7. Western blot analysis of wild type (ctrl) and TFEB;3^KO clones, showing the absence of TFEB and TFE3 proteins. β‐tubulin was used as a loading control. Asterisk indicates non‐specific band.
8. FACS analysis of DQ‐BSA dye fluorescence in RCS with indicated genotypes (ctrl = wild type) treated with FGF18 (50 ng/ml for 16 h). Fluorescence intensities were calculated as % relative to vehicle (5% ABS). Mean ± standard error of the mean (SEM) of N = 4 biological replicates. One‐way analysis of variance (ANOVA) P = 0.024.; Tukey's post hoc test *P < 0.05; NS, not significant.
9. qRT–PCR analysis of lysosomal genes in wild type (ctrl) and TFEB;3^KO RCS treated with FGF18 (50 ng/ml for 16 h). Fold change values were relative to vehicle and normalized to Cyclophilin gene. Mean ± standard error of the mean (SEM) of N = 4 biological replicates. Analysis of variance (ANOVA) CTSA P = 0.0003; CTSD P = 0.0065; Lamp1 P = 0.00002; Tukey's post hoc test **P < 0.005; *P < 0.05.
10. qRT–PCR analysis of lysosome genes expression in chondrocytes with indicated genotypes (ctrl = wild type). TFEB‐S142A:S211A and TFE3‐S246A:S312A mutant plasmids were overexpressed for 48 h; FGF18 (50 ng/ml) treatment was for 16 h. Values were normalized to Cyclophilin gene and expressed as fold change relative to cells transfected with empty vector (mock). Mean ± standard error of the mean (SEM) of N = 3 biological replicates. One‐way analysis of variance (ANOVA) Tukey's post hoc test **P < 0.005.
11. Immunofluorescence staining of Lamp1 (red) in RCS overexpressing TFE3‐S246A:S312A‐GFP and TFEB‐S142A:S211A‐GFP (green) with indicated genotype. Insets show lysosomes. TFEB and TFE3 expressing cells have smaller and less vacuolized lysosomes. Nuclei were stained with DAPI (blue). Scale bar 10 and 2 μm (higher magnification boxes). Representative images of N = 3 biological replicates.

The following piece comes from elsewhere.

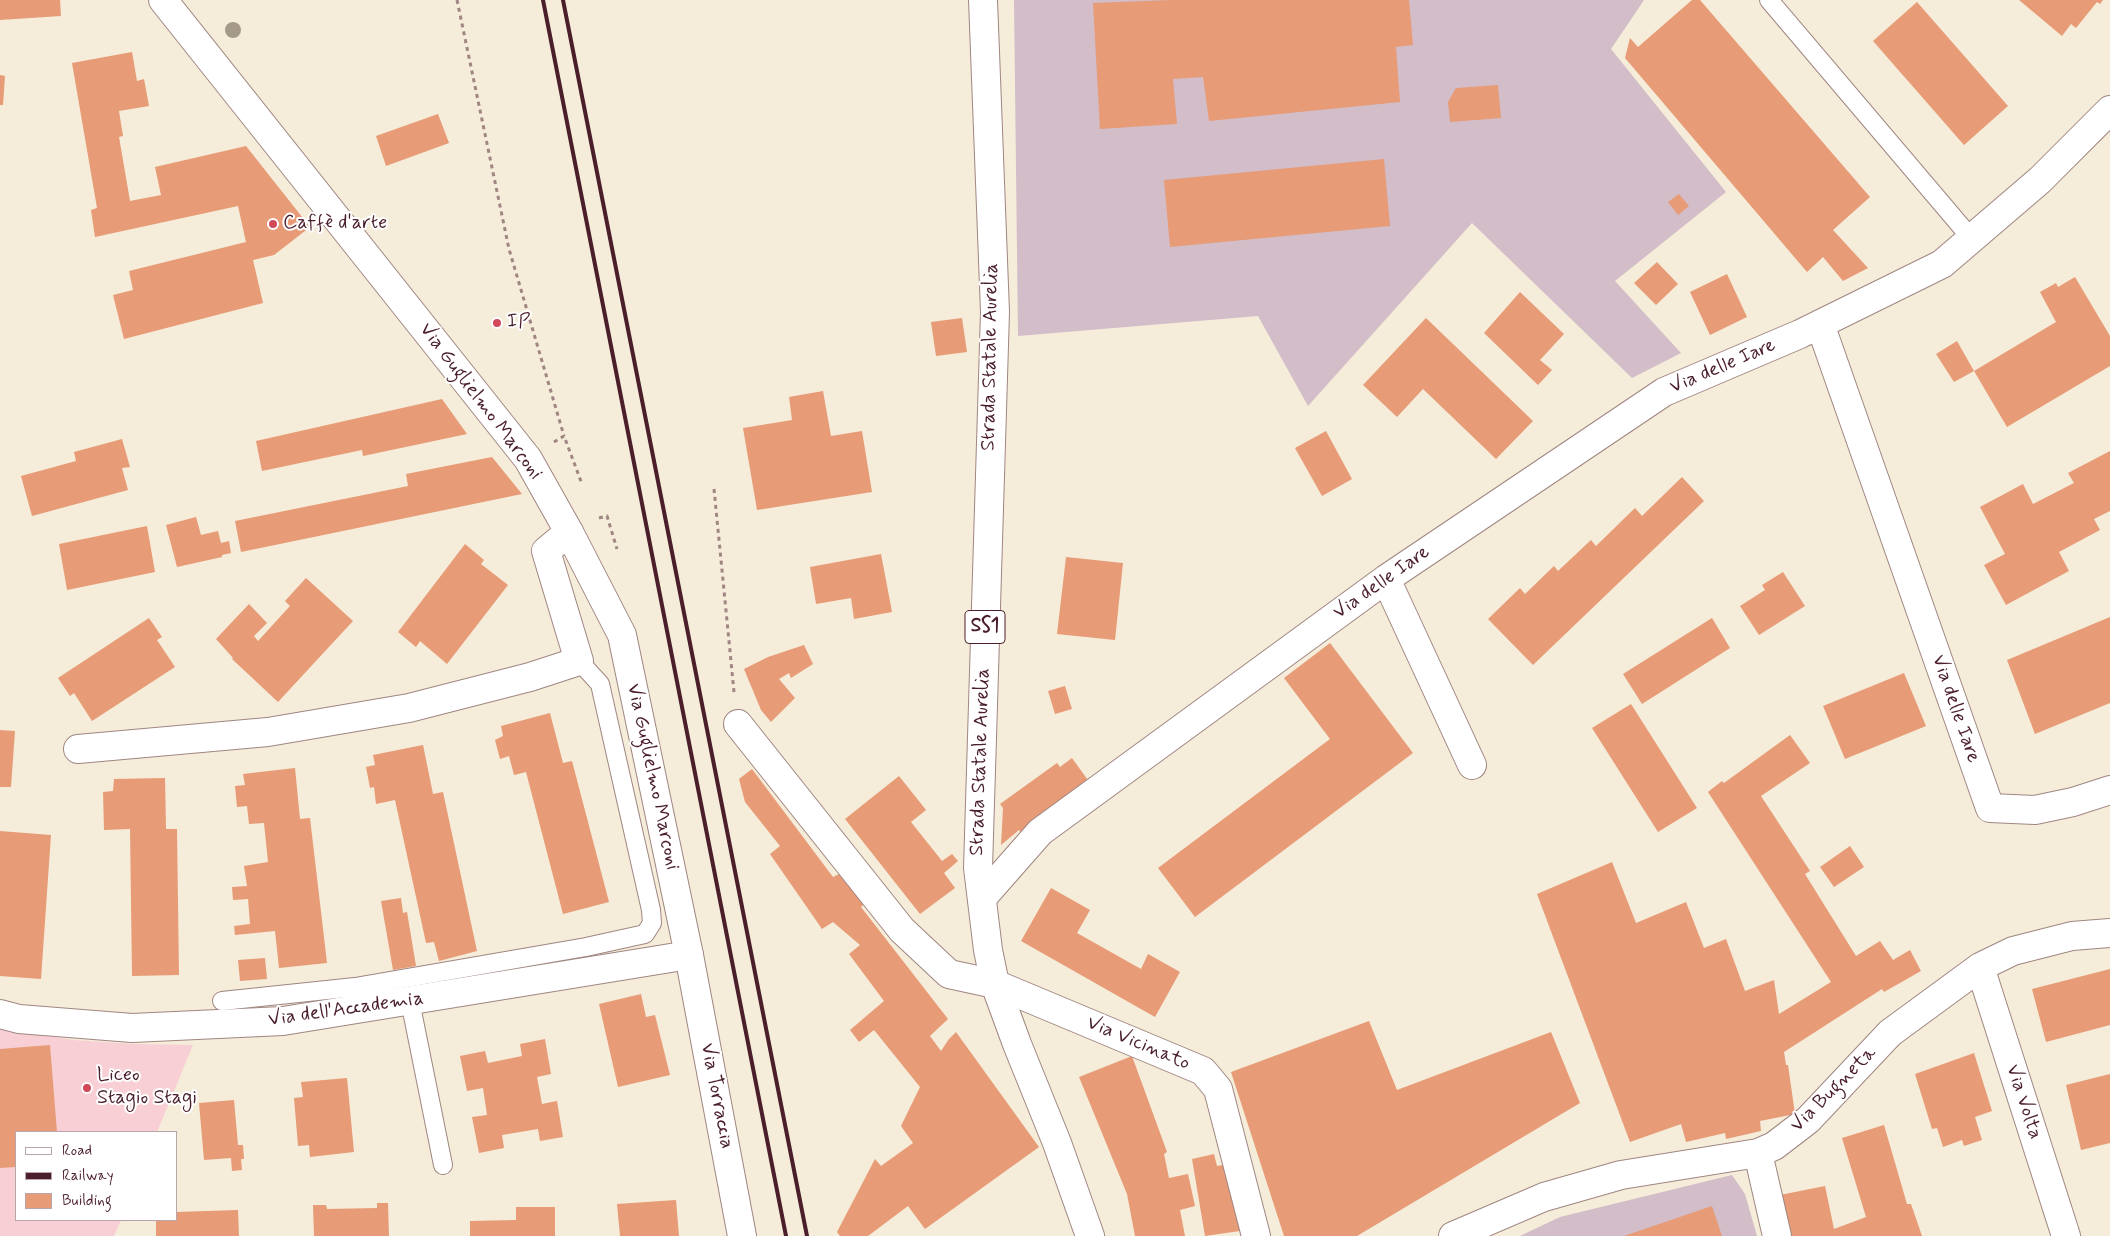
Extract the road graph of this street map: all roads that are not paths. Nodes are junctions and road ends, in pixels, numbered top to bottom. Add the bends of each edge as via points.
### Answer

Source data are available online for this figure.

FGF signaling induces ER‐phagy via FAM134B

QuantSeq 3′ mRNA sequencing gene expression analysis (GSE120516) followed by GOEA, with the output restricted to cellular compartment terms (CC_FAT), and KEGG pathway analysis identified lysosome as the most upregulated category by FGF signaling (Fig EV2C; [Link], [Link], [Link]), suggesting that transcriptional mechanisms might mediate the effects of FGF on lysosome biogenesis and ER‐phagy. Consistently, chondrocytes treated with the transcriptional inhibitor actinomycin failed to induce ER‐phagy and lysosome biogenesis upon FGF18 stimulation (Fig 3A–C). A manually curated analysis of this list detected 66 lysosomal and autophagy genes significantly induced by FGF18 in WT but not in FGFR3/4^KO RCS (Fig 3D; [Link], [Link], [Link]). In addition, among all ER‐phagy receptors, FGF18 stimulation significantly increased mRNA levels of the Fam134b gene, which was measured using DNA primers located in exon 9 that is shared by all Fam134b isoforms (Figs 3E and EV2D). Fam134b protein was also induced by FGF18 (Fig 3F). FGF18 stimulation had moderate or null effects on other members of the FAM134 family, namely Fam134a and Fam134c, and on other ER‐phagy receptors (Ccpg1, Atl3, Sec62, Tex264, Rtn3; Fig 3E). CRISPR/Cas9‐mediated deletion of the C‐terminal region of Fam134b, which contains the LIR domain required for the incorporation of the ER into autophagosomes (Khaminets et al, 2015; Fam134b ΔLIR; Fig 3F), significantly inhibited ER‐phagy upon FGF18 stimulation (Fig 3G and H). These data suggest that FGF signaling induced lysosome biogenesis and Fam134b‐mediated ER‐phagy at least in part through transcriptional mechanisms.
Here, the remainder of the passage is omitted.